Hayato si lasciò sfuggire una risatina, poteva chiaramente
immaginare suo suocero incapace anche solo di prendersi di qualcosa di
inanimato.
"Per questo quando rimase incinta desiderai solo scappare, ma facendole
un discorso sulla possibilità di abortire l'avrei ferita
profondamente quindi decisi di farmi carico di lei e la sposai per una
questione di onore. Al tempo un figlio fuori dal matrimonio era un'onta
sul nome della famiglia della donna, tu dovresti saperne qualcosa."
Gokudera sospirò profondamente, aveva voglia di urlare ma si
trattenne, affilò ugualmente il tono.
"Devi smetterla di paragonarci come se le nostre storie fossero simili.

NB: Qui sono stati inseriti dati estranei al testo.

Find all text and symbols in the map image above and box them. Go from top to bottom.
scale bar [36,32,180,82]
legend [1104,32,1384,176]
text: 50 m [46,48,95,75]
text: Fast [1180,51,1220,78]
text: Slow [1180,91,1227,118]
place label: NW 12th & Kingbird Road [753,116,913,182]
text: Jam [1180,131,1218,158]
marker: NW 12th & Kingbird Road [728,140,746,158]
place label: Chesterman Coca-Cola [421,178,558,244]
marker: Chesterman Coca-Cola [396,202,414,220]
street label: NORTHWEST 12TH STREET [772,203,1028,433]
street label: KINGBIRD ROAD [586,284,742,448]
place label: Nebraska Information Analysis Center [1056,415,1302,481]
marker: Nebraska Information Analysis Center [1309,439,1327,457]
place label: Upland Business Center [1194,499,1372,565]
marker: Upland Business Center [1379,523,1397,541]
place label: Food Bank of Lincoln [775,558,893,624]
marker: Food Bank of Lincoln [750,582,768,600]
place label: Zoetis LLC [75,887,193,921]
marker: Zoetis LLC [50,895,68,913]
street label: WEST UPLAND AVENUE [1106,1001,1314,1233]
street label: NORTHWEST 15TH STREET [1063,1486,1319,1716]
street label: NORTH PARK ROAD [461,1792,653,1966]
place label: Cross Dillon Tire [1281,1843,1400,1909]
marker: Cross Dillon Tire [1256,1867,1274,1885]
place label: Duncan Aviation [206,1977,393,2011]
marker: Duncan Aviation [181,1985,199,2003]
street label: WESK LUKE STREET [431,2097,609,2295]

Mia madre era malata e per questo rifiutò di sposare mio
padre, non voleva renderlo vedovo a pochi mesi dal matrimonio. Per
quanto riguarda quello che è successo con Viola ero ubriaco
fracido e non ricordo niente. Nessuno dei due aveva intenzione di stare
insieme o addirittura sposarsi, non ci siamo mai amati, ma io se
l'avessi saputo, se lei mi avesse informato prima stai certo che Lambo
non avrebbe dubitato nemmeno per un istante di avere un padre su cui
contare."
Iemitsu rise appena, Hayato sembrava un gattino randagio di quelli
fieri che ti guardano con diffidenza e soffiano spaventati non appena
ti avvicini troppo.
"Gokudera, te la saresti fatta sotto come me, non mentire! Saresti
scappato, come hai sempre fatto quando le cose si fanno difficili e non
sei più nella tua zona di comfort."
Hayato strinse i pugni, colse le frecciatine al suo passato e
urlò.
"Chi cazzo credi di essere per parlare così di me? Tu non mi
conosci..."
"Io ti conosco molto meglio di quanto a te non piacerebbe scoprire..."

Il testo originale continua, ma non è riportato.